Chapter 9 Lazy Evaluation and Lazy Queries
This chapter:
- Reviews lazy loading, lazy evaluation and lazy query execution
- Demonstrates how
dplyr
code gets executed (and how R determines what is translated to SQL and what is processed locally by R)- Offers some further resources on lazy loading, evaluation, execution, etc.
9.1 Setup
The following packages are used in this chapter:
library(tidyverse)
library(DBI)
library(RPostgres)
library(dbplyr)
require(knitr)
library(bookdown)
library(sqlpetr)
library(connections)
sleep_default <- 3
Start your adventureworks
container:
Connect to the database:
# con <- connection_open( # use in an interactive session
con <- dbConnect( # use in other settings
RPostgres::Postgres(),
# without the previous and next lines, some functions fail with bigint data
# so change int64 to integer
bigint = "integer",
user = Sys.getenv("DEFAULT_POSTGRES_USER_NAME"),
password = Sys.getenv("DEFAULT_POSTGRES_PASSWORD"),
dbname = "adventureworks",
host = "localhost",
port = 5432)
9.2 R is lazy and comes with guardrails
By design, R is both a language and an interactive development environment (IDE). As a language, R tries to be as efficient as possible. As an IDE, R creates some guardrails to make it easy and safe to work with your data. For example getOption("max.print")
prevents R from printing more rows of data than you want to handle in an interactive session, with a default of 99999 lines, which may or may not suit you.
On the other hand SQL is a “Structured Query Language (SQL): a standard computer language for relational database management and data manipulation.”.1 SQL has various database-specific Interactive Development Environments (IDEs), such as pgAdmin for PostgreSQL. Roger Peng explains in R Programming for Data Science that:
R has maintained the original S philosophy, which is that it provides a language that is both useful for interactive work, but contains a powerful programming language for developing new tools.
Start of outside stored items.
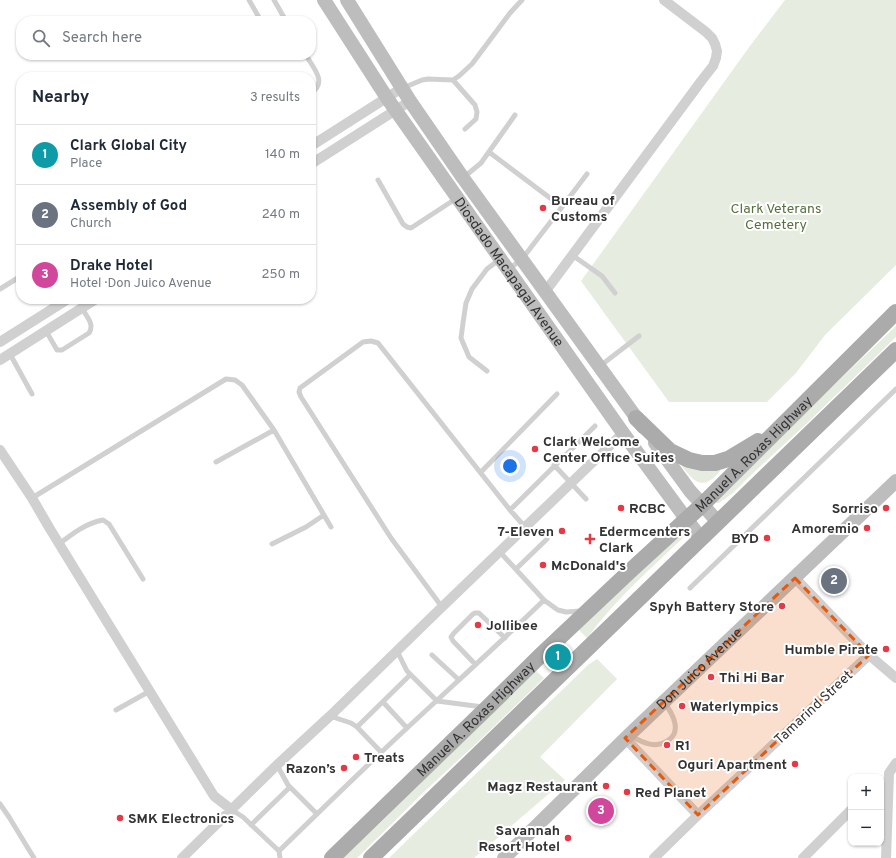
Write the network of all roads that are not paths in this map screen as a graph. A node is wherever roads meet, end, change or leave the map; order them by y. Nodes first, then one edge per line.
1 (249, 0) edge
2 (274, 0) edge
3 (324, 0) edge
4 (347, 0) edge
5 (522, 0) edge
6 (664, 0) edge
7 (258, 16) edge
8 (283, 16) edge
9 (309, 60) edge
10 (316, 72) edge
11 (316, 73) edge
12 (453, 80) junction
13 (402, 88) junction
14 (316, 89) edge
15 (387, 98) junction
16 (410, 101) junction
17 (396, 110) junction
18 (515, 115) dead end
19 (465, 129) dead end
20 (316, 143) edge
21 (489, 152) junction
22 (316, 161) edge
23 (587, 174) dead end
24 (463, 178) junction
25 (378, 180) dead end
26 (457, 198) junction
27 (562, 207) junction
28 (572, 255) junction
29 (522, 259) junction
30 (504, 264) junction
31 (16, 279) edge
32 (0, 289) edge
33 (545, 292) junction
34 (615, 293) dead end
35 (60, 304) edge
36 (88, 304) edge
37 (82, 308) junction
38 (896, 312) edge
39 (46, 331) junction
40 (639, 336) dead end
41 (0, 342) edge
42 (896, 350) edge
43 (10, 354) junction
44 (0, 360) edge
45 (600, 366) junction
46 (487, 371) dead end
47 (896, 390) edge
48 (32, 394) dead end
49 (557, 394) dead end
50 (636, 418) junction
51 (595, 426) dead end
52 (274, 430) junction
53 (777, 430) junction
54 (623, 433) junction
55 (0, 450) edge
56 (216, 462) dead end
57 (554, 465) junction
58 (481, 472) junction
59 (896, 481) edge
60 (571, 483) junction
61 (32, 498) junction
62 (586, 499) dead end
63 (702, 505) junction
64 (510, 510) junction
65 (324, 515) junction
66 (687, 520) junction
67 (718, 522) junction
68 (525, 527) junction
69 (331, 528) dead end
70 (701, 538) junction
71 (547, 539) dead end
72 (59, 544) junction
73 (272, 544) dead end
74 (499, 552) junction
75 (516, 569) junction
76 (795, 578) junction
77 (143, 579) dead end
78 (690, 588) dead end
79 (544, 600) junction
80 (442, 607) junction
81 (588, 611) junction
82 (505, 638) junction
83 (397, 651) junction
84 (432, 655) dead end
85 (869, 655) junction
86 (475, 664) junction
87 (896, 664) edge
88 (410, 675) junction
89 (893, 676) edge
90 (459, 680) junction
91 (150, 691) junction
92 (437, 701) junction
93 (664, 701) junction
94 (383, 702) junction
95 (488, 708) junction
96 (116, 710) dead end
97 (330, 716) junction
98 (357, 727) junction
99 (407, 728) junction
100 (627, 736) junction
101 (381, 752) junction
102 (896, 762) edge
103 (277, 765) junction
104 (889, 773) junction
105 (884, 777) edge
106 (290, 787) junction
107 (0, 804) edge
108 (232, 810) junction
109 (848, 813) edge
110 (317, 814) junction
111 (698, 816) junction
112 (251, 825) junction
113 (279, 851) junction
114 (34, 858) edge
115 (182, 858) edge
116 (280, 858) edge
117 (332, 858) edge
118 (371, 858) edge
119 (504, 858) edge
120 (654, 858) edge
121 (803, 858) edge
122 (886, 858) edge

1 - 7 lane
2 - 8 lane
3 - 15 main road, Diosdado Macapagal Avenue
4 - 13 main road, Diosdado Macapagal Avenue
5 - 12 lane
6 - 28 street
9 - 10 lane
11 - 14 lane
12 - 13 lane
12 - 19 lane
13 - 15 street
13 - 16 main road, Diosdado Macapagal Avenue
15 - 17 main road, Diosdado Macapagal Avenue
15 - 20 street
16 - 17 street
16 - 24 main road, Diosdado Macapagal Avenue
17 - 22 street
17 - 26 main road, Diosdado Macapagal Avenue
18 - 21 lane
21 - 24 lane
21 - 27 lane
23 - 27 lane
24 - 29 main road, Diosdado Macapagal Avenue
25 - 26 lane
26 - 30 main road, Diosdado Macapagal Avenue
27 - 29 lane
28 - 33 street
28 - 34 lane
29 - 30 lane
29 - 33 main road, Diosdado Macapagal Avenue
30 - 46 lane
30 - 54 main road, Diosdado Macapagal Avenue
31 - 32 lane
33 - 45 main road, Diosdado Macapagal Avenue
35 - 41 street
36 - 37 street
37 - 39 street
37 - 39 lane
38 - 53 main road, Manuel A. Roxas Highway
39 - 43 street
40 - 45 lane
42 - 67 main road, Manuel A. Roxas Highway
43 - 44 street
43 - 48 lane
45 - 50 main road, Diosdado Macapagal Avenue
47 - 78 lane
49 - 58 lane
50 - 53 main road
50 - 63 main road, Diosdado Macapagal Avenue
51 - 57 lane
52 - 56 lane
52 - 61 lane
52 - 65 lane
53 - 63 main road, Manuel A. Roxas Highway
54 - 60 street
54 - 66 main road, Diosdado Macapagal Avenue
55 - 61 street
57 - 60 lane
57 - 64 lane
58 - 64 lane
58 - 80 lane
59 - 76 main road, Don Juico Avenue
60 - 62 lane
60 - 68 street
61 - 72 street
63 - 66 main road, Manuel A. Roxas Highway
63 - 67 main road, Diosdado Macapagal Avenue
64 - 68 lane
65 - 69 lane
65 - 73 lane
66 - 70 main road, Diosdado Macapagal Avenue
66 - 81 main road, Manuel A. Roxas Highway
67 - 70 main road, Manuel A. Roxas Highway
68 - 74 street
70 - 118 main road, Manuel A. Roxas Highway
71 - 75 lane
72 - 77 lane
72 - 91 street
74 - 75 lane
74 - 80 street
75 - 79 lane
76 - 85 street
76 - 93 main road, Don Juico Avenue
79 - 81 lane
79 - 82 lane
80 - 83 street
81 - 95 main road, Manuel A. Roxas Highway
82 - 86 lane
82 - 86 lane
83 - 88 lane
83 - 97 street
84 - 90 lane
85 - 89 street
85 - 111 street, Tamarind Street
86 - 90 lane
87 - 89 street
88 - 92 lane
88 - 94 lane
90 - 92 lane
91 - 96 lane
91 - 108 street
92 - 95 lane
92 - 99 lane
93 - 100 main road, Don Juico Avenue
93 - 100 lane
94 - 98 lane
94 - 99 lane
95 - 117 main road, Manuel A. Roxas Highway
97 - 98 lane
97 - 103 street
98 - 101 lane
99 - 101 lane
100 - 111 street
100 - 119 main road, Don Juico Avenue
101 - 110 lane
102 - 104 street
103 - 106 lane
103 - 108 street
104 - 105 street
104 - 122 street
106 - 110 lane
106 - 112 lane
107 - 114 lane
108 - 112 lane
108 - 115 street
109 - 121 street
110 - 113 lane
111 - 120 street, Tamarind Street
112 - 113 lane
113 - 116 lane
This is complicated when R interacts with SQL. In a vignette for dbplyr Hadley Wickham explains:
The most important difference between ordinary data frames and remote database queries is that your R code is translated into SQL and executed in the database on the remote server, not in R on your local machine. When working with databases, dplyr tries to be as lazy as possible:
It never pulls data into R unless you explicitly ask for it.
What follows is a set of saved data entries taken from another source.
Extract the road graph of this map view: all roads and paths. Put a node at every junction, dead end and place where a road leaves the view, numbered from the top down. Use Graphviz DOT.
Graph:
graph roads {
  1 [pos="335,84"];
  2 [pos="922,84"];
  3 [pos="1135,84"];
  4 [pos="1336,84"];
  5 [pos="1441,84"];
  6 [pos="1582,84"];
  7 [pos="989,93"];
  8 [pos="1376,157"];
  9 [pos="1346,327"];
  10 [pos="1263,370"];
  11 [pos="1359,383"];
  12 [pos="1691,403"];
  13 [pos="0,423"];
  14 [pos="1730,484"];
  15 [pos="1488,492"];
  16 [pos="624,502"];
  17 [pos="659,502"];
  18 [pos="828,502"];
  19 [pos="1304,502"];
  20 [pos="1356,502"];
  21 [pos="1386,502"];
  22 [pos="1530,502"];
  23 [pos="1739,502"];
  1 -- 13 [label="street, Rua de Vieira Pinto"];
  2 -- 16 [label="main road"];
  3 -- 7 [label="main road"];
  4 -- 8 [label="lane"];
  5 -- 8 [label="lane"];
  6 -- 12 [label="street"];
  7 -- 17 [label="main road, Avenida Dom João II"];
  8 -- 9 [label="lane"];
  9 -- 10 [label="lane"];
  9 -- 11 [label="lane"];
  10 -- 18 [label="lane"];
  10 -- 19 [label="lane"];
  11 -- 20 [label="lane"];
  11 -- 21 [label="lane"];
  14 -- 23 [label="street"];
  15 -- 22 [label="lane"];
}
It delays doing any work until the last possible moment: it collects together everything you want to do and then sends it to the database in one step.
Exactly when, which, and how much data is returned from the dbms is the topic of this chapter. Exactly how the data is represented in the dbms and then translated to a data frame is discussed in the DBI specification.
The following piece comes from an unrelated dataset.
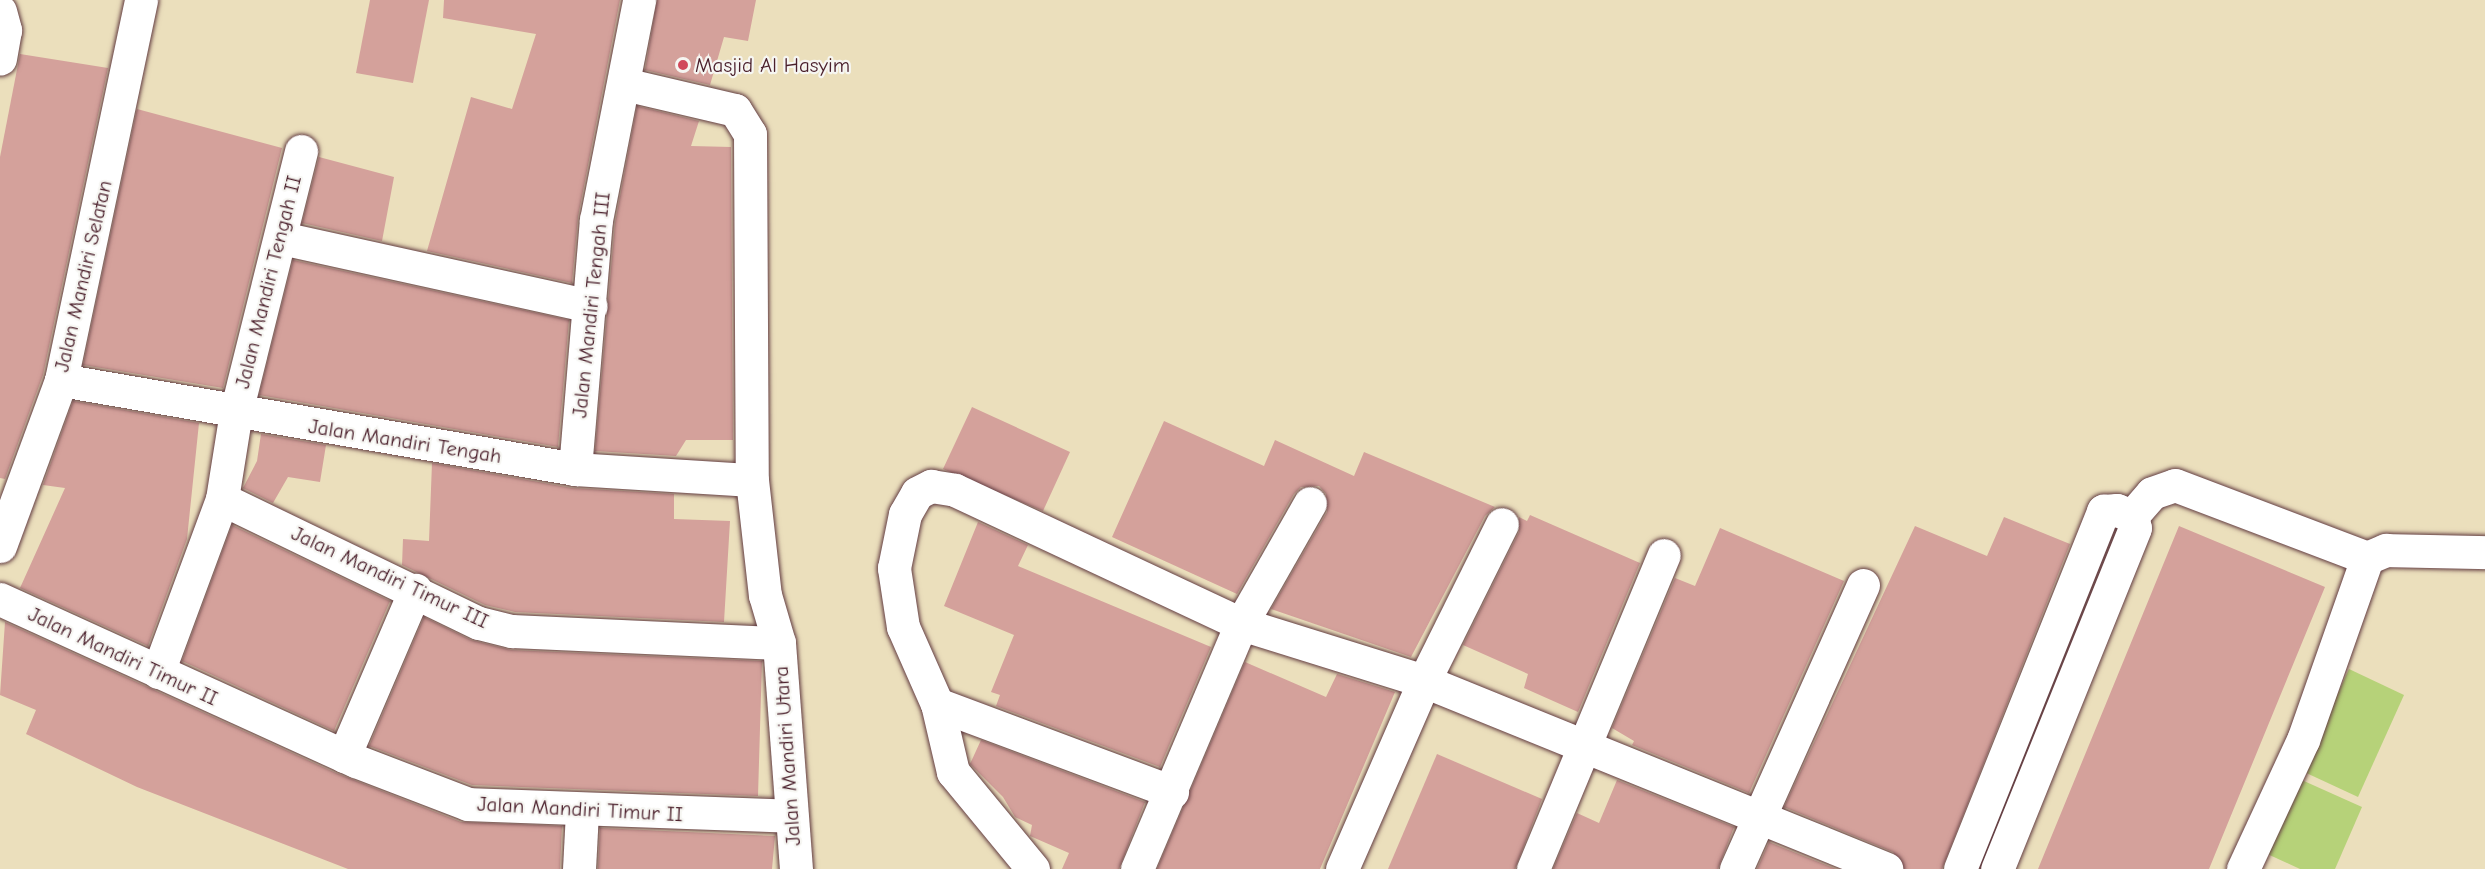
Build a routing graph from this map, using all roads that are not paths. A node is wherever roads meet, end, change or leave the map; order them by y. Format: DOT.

Eventually, if you are interacting with a dbms from R you will need to understand the differences between lazy loading, lazy evaluation, and lazy queries.
9.2.1 Lazy loading
“Lazy loading is always used for code in packages but is optional (selected by the package maintainer) for datasets in packages.”2 Lazy loading means that the code for a particular function doesn’t actually get loaded into memory until the last minute – when it’s actually being used.
9.2.2 Lazy evaluation
Essentially “Lazy evaluation is a programming strategy that allows a symbol to be evaluated only when needed.”3 That means that lazy evaluation is about symbols such as function arguments4 when they are evaluated. Tidy evaluation complicates lazy evaluation.5
9.2.3 Lazy Queries
“When you create a "lazy" query, you’re creating a pointer to a set of conditions on the database, but the query isn’t actually run and the data isn’t actually loaded until you call "next" or some similar method to actually fetch the data and load it into an object.”6
9.3 Lazy evaluation and lazy queries
When does a lazy query trigger data retrieval? It depends on a lot of factors, as we explore below:
9.3.1 Create a black box query for experimentation
Define the three tables discussed in the previous chapter to build a black box query:
sales_person_table <- tbl(con, in_schema("sales", "salesperson")) %>%
select(-rowguid) %>%
rename(sale_info_updated = modifieddate)
employee_table <- tbl(con, in_schema("humanresources", "employee")) %>%
select(-modifieddate, -rowguid)
person_table <- tbl(con, in_schema("person", "person")) %>%
select(-modifieddate, -rowguid)
Here is a typical string of dplyr
verbs strung together with the magrittr %>%
pipe command that will be used to tease out the several different behaviors that a lazy query has when passed to different R functions. This query joins three connection objects into a query we’ll call Q
:
Q <- sales_person_table %>%
dplyr::left_join(employee_table, by = c("businessentityid" = "businessentityid")) %>%
dplyr::left_join(person_table , by = c("businessentityid" = "businessentityid")) %>%
dplyr::select(firstname, lastname, salesytd, birthdate)
The str
function gives us a hint at how R is collecting information that can be used to construct and execute a query later on:
## List of 2
## $ src:List of 2
## ..$ con :Formal class 'PqConnection' [package "RPostgres"] with 3 slots
## ..$ disco: NULL
## ..- attr(*, "class")= chr [1:4] "src_PqConnection" "src_dbi" "src_sql" "src"
## $ ops:List of 4
## ..$ name: chr "select"
## ..$ x :List of 4
## .. ..- attr(*, "class")= chr [1:3] "op_join" "op_double" "op"
## ..$ dots: list()
## ..$ args:List of 1
## ..- attr(*, "class")= chr [1:3] "op_select" "op_single" "op"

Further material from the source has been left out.